## Problem to work on
Could you return the lines below exactly, from the first line up to and including the line that holds "paint.setColor(0x26000000);"?

%%

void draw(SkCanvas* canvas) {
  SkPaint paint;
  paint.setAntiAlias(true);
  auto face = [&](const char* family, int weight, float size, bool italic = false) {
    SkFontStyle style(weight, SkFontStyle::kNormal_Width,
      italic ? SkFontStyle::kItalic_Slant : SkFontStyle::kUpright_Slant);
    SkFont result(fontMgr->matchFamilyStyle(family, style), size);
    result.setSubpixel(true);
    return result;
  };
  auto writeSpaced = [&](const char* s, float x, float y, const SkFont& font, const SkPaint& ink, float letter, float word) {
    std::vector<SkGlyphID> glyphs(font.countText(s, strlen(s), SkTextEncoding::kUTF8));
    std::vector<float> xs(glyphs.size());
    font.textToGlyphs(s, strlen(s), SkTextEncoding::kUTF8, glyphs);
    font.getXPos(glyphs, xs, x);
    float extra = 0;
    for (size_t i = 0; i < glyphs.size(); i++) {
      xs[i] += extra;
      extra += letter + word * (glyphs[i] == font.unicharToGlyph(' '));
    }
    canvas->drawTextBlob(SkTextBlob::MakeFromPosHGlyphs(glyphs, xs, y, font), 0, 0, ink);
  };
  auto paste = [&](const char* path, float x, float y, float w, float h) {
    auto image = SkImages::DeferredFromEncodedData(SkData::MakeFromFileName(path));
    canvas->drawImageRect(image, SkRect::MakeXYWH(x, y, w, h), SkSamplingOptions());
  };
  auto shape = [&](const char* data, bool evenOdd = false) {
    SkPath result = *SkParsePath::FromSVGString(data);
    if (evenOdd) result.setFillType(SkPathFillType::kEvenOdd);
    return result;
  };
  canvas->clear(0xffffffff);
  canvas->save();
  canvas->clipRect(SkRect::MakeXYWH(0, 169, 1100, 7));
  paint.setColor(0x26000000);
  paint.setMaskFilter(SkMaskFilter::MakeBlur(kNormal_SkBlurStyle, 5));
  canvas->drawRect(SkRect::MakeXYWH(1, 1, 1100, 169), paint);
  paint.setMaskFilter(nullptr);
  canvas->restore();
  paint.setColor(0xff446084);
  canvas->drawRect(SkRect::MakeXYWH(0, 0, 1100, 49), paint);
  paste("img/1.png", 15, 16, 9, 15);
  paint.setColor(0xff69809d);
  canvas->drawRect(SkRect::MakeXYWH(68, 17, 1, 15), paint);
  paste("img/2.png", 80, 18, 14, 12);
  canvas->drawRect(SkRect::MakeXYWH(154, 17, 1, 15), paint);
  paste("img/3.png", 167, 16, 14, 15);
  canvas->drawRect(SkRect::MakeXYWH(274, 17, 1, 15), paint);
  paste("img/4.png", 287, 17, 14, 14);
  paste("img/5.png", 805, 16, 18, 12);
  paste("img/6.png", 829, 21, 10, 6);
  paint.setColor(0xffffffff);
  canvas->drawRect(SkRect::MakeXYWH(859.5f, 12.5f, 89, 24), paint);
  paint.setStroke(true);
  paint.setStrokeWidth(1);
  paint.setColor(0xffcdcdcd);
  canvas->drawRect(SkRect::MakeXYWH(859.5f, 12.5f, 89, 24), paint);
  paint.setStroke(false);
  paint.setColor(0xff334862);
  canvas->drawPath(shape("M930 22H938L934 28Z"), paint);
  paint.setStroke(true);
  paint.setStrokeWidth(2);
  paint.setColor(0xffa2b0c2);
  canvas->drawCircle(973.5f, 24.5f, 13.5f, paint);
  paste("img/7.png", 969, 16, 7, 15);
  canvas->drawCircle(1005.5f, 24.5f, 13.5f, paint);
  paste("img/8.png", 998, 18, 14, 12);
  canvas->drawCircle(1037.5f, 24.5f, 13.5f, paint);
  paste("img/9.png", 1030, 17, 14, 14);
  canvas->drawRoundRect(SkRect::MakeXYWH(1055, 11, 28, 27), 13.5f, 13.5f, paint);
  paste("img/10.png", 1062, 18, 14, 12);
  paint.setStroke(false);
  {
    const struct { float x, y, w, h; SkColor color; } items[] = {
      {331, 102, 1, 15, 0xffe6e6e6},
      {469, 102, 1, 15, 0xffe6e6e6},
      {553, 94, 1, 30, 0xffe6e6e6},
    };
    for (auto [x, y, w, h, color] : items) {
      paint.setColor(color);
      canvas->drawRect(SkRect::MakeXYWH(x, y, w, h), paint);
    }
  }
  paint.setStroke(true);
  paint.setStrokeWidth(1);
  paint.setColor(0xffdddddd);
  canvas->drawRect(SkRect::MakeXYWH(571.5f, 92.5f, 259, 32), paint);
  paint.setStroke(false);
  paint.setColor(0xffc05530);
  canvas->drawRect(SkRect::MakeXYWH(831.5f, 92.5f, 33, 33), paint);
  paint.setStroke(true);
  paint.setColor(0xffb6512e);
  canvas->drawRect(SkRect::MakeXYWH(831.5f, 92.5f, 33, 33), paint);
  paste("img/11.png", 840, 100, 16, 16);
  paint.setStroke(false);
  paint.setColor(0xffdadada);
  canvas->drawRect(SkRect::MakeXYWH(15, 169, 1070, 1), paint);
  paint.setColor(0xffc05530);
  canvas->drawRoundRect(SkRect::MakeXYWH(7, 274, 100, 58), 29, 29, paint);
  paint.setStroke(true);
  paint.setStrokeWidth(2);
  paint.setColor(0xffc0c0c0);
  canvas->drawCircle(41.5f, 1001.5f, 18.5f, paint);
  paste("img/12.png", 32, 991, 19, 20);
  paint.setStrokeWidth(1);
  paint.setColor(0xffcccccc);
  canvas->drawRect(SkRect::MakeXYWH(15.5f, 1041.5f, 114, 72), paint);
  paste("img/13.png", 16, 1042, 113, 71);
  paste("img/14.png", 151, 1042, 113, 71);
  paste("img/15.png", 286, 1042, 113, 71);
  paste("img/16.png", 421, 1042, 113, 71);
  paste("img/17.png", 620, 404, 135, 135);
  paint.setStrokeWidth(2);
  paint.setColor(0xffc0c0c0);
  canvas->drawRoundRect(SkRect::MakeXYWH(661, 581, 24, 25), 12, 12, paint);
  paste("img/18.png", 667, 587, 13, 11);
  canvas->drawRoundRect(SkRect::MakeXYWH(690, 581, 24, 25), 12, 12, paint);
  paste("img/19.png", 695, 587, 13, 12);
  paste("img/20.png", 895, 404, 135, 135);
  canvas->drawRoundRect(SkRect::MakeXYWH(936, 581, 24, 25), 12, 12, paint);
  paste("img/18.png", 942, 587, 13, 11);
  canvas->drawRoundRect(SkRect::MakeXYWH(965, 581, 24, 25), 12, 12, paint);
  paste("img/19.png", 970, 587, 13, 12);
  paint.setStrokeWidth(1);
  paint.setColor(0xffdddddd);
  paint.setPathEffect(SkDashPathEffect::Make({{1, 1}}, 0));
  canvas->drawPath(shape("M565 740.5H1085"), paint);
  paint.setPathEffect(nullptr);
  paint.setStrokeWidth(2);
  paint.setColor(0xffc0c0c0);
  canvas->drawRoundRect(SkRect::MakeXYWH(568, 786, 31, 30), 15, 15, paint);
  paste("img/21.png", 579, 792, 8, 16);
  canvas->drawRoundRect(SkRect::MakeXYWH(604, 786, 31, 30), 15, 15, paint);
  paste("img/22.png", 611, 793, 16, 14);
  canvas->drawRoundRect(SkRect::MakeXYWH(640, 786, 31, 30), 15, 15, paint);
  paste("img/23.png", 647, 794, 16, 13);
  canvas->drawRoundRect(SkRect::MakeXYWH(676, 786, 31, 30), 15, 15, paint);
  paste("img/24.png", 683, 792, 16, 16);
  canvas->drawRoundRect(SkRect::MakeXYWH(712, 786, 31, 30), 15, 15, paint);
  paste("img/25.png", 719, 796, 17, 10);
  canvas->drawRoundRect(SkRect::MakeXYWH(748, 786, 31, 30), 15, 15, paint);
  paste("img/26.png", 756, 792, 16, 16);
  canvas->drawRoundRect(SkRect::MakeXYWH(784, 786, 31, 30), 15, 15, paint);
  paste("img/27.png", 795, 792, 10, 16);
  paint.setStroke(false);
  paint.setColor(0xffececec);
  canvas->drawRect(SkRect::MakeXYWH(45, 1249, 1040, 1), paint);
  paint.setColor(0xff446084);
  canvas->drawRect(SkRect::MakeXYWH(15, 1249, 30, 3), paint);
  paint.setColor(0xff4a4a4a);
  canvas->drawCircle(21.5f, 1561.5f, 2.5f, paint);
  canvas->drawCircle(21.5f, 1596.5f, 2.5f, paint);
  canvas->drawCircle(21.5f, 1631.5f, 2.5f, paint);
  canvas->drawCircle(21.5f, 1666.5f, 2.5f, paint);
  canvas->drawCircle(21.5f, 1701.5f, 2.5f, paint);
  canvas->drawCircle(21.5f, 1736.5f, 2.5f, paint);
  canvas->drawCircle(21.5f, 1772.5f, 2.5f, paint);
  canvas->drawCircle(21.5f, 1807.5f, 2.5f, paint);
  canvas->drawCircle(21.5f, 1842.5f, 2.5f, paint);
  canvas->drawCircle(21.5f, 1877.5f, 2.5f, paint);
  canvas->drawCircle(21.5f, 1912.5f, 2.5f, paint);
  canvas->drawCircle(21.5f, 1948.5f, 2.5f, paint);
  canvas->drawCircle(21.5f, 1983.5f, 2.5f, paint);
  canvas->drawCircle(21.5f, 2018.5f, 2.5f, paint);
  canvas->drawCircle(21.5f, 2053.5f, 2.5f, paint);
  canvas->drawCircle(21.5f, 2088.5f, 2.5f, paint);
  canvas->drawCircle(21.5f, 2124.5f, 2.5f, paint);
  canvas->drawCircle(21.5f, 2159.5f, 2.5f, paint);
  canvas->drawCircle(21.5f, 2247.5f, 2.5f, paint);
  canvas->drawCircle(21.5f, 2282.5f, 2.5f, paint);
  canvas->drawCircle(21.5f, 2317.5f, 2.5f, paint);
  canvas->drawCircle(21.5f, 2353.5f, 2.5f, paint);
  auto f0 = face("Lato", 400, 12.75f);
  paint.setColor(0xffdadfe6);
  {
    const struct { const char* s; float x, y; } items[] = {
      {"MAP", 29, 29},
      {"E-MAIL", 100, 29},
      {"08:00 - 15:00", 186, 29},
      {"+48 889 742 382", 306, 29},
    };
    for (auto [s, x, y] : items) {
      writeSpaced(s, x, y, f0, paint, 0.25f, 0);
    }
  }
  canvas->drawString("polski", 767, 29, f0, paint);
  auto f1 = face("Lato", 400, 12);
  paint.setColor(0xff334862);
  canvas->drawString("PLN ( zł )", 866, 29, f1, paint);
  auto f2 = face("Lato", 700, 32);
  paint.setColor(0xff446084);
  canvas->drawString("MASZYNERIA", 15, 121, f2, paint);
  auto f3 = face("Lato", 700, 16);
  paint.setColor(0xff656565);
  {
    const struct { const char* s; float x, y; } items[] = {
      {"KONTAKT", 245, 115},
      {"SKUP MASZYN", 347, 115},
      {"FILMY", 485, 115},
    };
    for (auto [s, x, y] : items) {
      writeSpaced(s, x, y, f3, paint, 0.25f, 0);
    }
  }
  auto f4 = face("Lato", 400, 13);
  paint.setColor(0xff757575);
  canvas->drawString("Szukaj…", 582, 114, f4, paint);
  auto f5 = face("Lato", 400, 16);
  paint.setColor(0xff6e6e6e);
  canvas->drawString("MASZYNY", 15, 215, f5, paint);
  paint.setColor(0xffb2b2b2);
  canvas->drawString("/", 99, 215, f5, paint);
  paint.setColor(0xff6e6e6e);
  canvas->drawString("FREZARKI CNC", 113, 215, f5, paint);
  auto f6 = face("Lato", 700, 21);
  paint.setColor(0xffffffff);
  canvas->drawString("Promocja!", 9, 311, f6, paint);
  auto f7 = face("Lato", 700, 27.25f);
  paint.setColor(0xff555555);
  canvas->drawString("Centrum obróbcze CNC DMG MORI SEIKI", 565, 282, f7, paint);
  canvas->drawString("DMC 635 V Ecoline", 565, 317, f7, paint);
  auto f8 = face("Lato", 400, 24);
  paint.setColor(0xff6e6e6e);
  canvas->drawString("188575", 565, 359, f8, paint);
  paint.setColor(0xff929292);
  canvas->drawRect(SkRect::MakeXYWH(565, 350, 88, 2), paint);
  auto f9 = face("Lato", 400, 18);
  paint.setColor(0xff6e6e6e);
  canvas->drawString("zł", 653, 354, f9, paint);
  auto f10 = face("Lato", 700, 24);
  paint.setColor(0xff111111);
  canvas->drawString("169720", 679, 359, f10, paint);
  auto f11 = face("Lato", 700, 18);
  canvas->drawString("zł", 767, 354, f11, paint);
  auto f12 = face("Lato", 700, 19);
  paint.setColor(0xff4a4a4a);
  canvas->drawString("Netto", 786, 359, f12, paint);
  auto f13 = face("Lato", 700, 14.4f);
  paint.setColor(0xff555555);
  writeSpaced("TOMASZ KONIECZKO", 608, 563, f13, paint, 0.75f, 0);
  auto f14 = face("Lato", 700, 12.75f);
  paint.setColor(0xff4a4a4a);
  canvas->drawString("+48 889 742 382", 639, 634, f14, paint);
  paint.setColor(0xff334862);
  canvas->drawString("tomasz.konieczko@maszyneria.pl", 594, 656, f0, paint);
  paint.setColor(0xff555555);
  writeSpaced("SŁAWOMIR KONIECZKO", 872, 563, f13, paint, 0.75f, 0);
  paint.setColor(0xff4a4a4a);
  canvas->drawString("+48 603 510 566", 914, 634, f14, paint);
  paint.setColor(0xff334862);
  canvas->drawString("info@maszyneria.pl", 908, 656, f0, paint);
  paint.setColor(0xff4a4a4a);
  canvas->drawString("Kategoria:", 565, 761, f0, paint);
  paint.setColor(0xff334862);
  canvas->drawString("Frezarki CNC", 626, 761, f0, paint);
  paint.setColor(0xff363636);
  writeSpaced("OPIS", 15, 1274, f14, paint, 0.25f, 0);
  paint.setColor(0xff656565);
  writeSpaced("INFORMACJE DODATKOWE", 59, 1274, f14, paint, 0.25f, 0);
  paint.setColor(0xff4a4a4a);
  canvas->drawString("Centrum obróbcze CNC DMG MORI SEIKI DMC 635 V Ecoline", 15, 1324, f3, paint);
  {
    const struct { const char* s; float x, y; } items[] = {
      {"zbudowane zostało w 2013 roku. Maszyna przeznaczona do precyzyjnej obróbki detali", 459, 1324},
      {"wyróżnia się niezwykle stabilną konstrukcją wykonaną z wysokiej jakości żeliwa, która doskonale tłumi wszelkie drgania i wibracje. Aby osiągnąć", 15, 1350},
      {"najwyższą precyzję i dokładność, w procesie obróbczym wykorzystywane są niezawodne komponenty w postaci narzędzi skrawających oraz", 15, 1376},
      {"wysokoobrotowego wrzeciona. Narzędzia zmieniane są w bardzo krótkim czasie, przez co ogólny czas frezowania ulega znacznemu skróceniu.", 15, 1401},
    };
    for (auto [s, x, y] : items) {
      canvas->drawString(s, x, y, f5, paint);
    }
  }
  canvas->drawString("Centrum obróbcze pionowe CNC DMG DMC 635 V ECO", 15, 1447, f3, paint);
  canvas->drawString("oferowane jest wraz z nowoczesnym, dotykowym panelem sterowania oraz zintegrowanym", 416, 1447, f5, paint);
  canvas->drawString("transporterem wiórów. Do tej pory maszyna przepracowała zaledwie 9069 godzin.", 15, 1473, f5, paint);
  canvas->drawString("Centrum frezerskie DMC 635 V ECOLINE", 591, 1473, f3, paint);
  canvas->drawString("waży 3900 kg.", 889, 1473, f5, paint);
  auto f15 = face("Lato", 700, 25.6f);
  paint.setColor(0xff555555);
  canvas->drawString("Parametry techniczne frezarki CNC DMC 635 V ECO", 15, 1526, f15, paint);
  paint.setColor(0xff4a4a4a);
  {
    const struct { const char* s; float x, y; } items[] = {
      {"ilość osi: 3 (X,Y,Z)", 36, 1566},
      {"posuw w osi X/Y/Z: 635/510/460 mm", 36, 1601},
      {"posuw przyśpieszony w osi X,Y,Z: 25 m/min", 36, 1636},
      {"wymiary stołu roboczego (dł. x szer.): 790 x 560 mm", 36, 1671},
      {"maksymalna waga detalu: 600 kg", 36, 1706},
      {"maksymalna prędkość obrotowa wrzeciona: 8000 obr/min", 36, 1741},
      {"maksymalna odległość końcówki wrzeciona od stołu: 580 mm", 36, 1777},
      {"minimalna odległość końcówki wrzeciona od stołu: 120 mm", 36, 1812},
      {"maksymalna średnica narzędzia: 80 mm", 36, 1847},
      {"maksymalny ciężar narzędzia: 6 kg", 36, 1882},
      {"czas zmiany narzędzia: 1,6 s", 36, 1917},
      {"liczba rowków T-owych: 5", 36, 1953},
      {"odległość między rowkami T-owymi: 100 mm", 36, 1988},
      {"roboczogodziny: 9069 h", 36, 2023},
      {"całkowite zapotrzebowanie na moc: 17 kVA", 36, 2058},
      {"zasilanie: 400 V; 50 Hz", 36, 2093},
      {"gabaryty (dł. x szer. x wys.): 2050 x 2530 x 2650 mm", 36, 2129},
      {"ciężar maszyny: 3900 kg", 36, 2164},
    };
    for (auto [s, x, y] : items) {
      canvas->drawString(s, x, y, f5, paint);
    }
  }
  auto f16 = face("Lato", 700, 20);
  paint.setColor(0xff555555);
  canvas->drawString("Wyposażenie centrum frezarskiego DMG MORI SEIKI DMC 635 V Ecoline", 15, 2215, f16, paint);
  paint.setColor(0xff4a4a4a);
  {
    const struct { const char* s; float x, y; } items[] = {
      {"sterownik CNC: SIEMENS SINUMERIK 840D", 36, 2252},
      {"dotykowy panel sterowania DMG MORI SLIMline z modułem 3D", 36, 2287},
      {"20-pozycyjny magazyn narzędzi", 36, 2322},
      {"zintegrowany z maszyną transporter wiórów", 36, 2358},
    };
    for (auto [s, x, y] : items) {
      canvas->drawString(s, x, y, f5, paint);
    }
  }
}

%%

## Reply
void draw(SkCanvas* canvas) {
  SkPaint paint;
  paint.setAntiAlias(true);
  auto face = [&](const char* family, int weight, float size, bool italic = false) {
    SkFontStyle style(weight, SkFontStyle::kNormal_Width,
      italic ? SkFontStyle::kItalic_Slant : SkFontStyle::kUpright_Slant);
    SkFont result(fontMgr->matchFamilyStyle(family, style), size);
    result.setSubpixel(true);
    return result;
  };
  auto writeSpaced = [&](const char* s, float x, float y, const SkFont& font, const SkPaint& ink, float letter, float word) {
    std::vector<SkGlyphID> glyphs(font.countText(s, strlen(s), SkTextEncoding::kUTF8));
    std::vector<float> xs(glyphs.size());
    font.textToGlyphs(s, strlen(s), SkTextEncoding::kUTF8, glyphs);
    font.getXPos(glyphs, xs, x);
    float extra = 0;
    for (size_t i = 0; i < glyphs.size(); i++) {
      xs[i] += extra;
      extra += letter + word * (glyphs[i] == font.unicharToGlyph(' '));
    }
    canvas->drawTextBlob(SkTextBlob::MakeFromPosHGlyphs(glyphs, xs, y, font), 0, 0, ink);
  };
  auto paste = [&](const char* path, float x, float y, float w, float h) {
    auto image = SkImages::DeferredFromEncodedData(SkData::MakeFromFileName(path));
    canvas->drawImageRect(image, SkRect::MakeXYWH(x, y, w, h), SkSamplingOptions());
  };
  auto shape = [&](const char* data, bool evenOdd = false) {
    SkPath result = *SkParsePath::FromSVGString(data);
    if (evenOdd) result.setFillType(SkPathFillType::kEvenOdd);
    return result;
  };
  canvas->clear(0xffffffff);
  canvas->save();
  canvas->clipRect(SkRect::MakeXYWH(0, 169, 1100, 7));
  paint.setColor(0x26000000);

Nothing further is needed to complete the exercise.